* EXERCISE GOAL *
Every entry needs to be reproduced exactly.

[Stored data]
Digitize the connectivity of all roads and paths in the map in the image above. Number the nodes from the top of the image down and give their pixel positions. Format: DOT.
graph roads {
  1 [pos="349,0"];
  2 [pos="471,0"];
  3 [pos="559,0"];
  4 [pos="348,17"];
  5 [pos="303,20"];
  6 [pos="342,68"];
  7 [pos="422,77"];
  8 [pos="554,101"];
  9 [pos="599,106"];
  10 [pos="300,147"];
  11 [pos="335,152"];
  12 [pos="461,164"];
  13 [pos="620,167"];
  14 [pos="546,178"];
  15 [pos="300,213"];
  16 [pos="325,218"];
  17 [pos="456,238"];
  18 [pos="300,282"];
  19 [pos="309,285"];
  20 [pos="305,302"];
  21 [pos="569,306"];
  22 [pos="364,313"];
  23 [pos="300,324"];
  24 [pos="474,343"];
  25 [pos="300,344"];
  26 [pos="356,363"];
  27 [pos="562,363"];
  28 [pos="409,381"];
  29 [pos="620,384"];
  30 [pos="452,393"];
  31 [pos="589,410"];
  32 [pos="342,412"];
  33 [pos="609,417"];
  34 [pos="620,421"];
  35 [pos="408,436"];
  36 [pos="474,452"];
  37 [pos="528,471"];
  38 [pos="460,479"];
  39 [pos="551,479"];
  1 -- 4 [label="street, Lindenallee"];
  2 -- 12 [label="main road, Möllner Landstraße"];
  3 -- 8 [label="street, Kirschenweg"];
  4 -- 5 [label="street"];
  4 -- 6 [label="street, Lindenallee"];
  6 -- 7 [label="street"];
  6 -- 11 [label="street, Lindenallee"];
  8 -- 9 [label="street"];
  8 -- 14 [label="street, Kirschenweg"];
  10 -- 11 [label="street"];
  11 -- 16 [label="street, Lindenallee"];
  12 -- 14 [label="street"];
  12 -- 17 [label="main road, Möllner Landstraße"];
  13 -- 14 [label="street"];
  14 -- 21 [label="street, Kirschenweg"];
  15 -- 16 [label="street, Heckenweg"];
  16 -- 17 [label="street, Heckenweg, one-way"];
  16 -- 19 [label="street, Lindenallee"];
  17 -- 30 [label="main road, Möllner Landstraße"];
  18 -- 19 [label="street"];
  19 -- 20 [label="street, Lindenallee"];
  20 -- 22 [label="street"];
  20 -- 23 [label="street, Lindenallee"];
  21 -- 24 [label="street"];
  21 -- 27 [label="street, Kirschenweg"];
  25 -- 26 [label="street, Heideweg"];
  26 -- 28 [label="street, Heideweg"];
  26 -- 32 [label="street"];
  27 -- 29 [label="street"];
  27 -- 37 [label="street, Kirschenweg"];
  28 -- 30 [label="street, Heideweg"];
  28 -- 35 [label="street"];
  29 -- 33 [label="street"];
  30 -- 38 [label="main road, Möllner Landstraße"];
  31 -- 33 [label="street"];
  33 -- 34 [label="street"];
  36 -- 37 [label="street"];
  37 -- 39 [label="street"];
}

* WRITTEN SOLUTION *
Digitize the connectivity of all roads and paths in the map in the image above. Number the nodes from the top of the image down and give their pixel positions. Format: DOT.
graph roads {
  1 [pos="349,0"];
  2 [pos="471,0"];
  3 [pos="559,0"];
  4 [pos="348,17"];
  5 [pos="303,20"];
  6 [pos="342,68"];
  7 [pos="422,77"];
  8 [pos="554,101"];
  9 [pos="599,106"];
  10 [pos="300,147"];
  11 [pos="335,152"];
  12 [pos="461,164"];
  13 [pos="620,167"];
  14 [pos="546,178"];
  15 [pos="300,213"];
  16 [pos="325,218"];
  17 [pos="456,238"];
  18 [pos="300,282"];
  19 [pos="309,285"];
  20 [pos="305,302"];
  21 [pos="569,306"];
  22 [pos="364,313"];
  23 [pos="300,324"];
  24 [pos="474,343"];
  25 [pos="300,344"];
  26 [pos="356,363"];
  27 [pos="562,363"];
  28 [pos="409,381"];
  29 [pos="620,384"];
  30 [pos="452,393"];
  31 [pos="589,410"];
  32 [pos="342,412"];
  33 [pos="609,417"];
  34 [pos="620,421"];
  35 [pos="408,436"];
  36 [pos="474,452"];
  37 [pos="528,471"];
  38 [pos="460,479"];
  39 [pos="551,479"];
  1 -- 4 [label="street, Lindenallee"];
  2 -- 12 [label="main road, Möllner Landstraße"];
  3 -- 8 [label="street, Kirschenweg"];
  4 -- 5 [label="street"];
  4 -- 6 [label="street, Lindenallee"];
  6 -- 7 [label="street"];
  6 -- 11 [label="street, Lindenallee"];
  8 -- 9 [label="street"];
  8 -- 14 [label="street, Kirschenweg"];
  10 -- 11 [label="street"];
  11 -- 16 [label="street, Lindenallee"];
  12 -- 14 [label="street"];
  12 -- 17 [label="main road, Möllner Landstraße"];
  13 -- 14 [label="street"];
  14 -- 21 [label="street, Kirschenweg"];
  15 -- 16 [label="street, Heckenweg"];
  16 -- 17 [label="street, Heckenweg, one-way"];
  16 -- 19 [label="street, Lindenallee"];
  17 -- 30 [label="main road, Möllner Landstraße"];
  18 -- 19 [label="street"];
  19 -- 20 [label="street, Lindenallee"];
  20 -- 22 [label="street"];
  20 -- 23 [label="street, Lindenallee"];
  21 -- 24 [label="street"];
  21 -- 27 [label="street, Kirschenweg"];
  25 -- 26 [label="street, Heideweg"];
  26 -- 28 [label="street, Heideweg"];
  26 -- 32 [label="street"];
  27 -- 29 [label="street"];
  27 -- 37 [label="street, Kirschenweg"];
  28 -- 30 [label="street, Heideweg"];
  28 -- 35 [label="street"];
  29 -- 33 [label="street"];
  30 -- 38 [label="main road, Möllner Landstraße"];
  31 -- 33 [label="street"];
  33 -- 34 [label="street"];
  36 -- 37 [label="street"];
  37 -- 39 [label="street"];
}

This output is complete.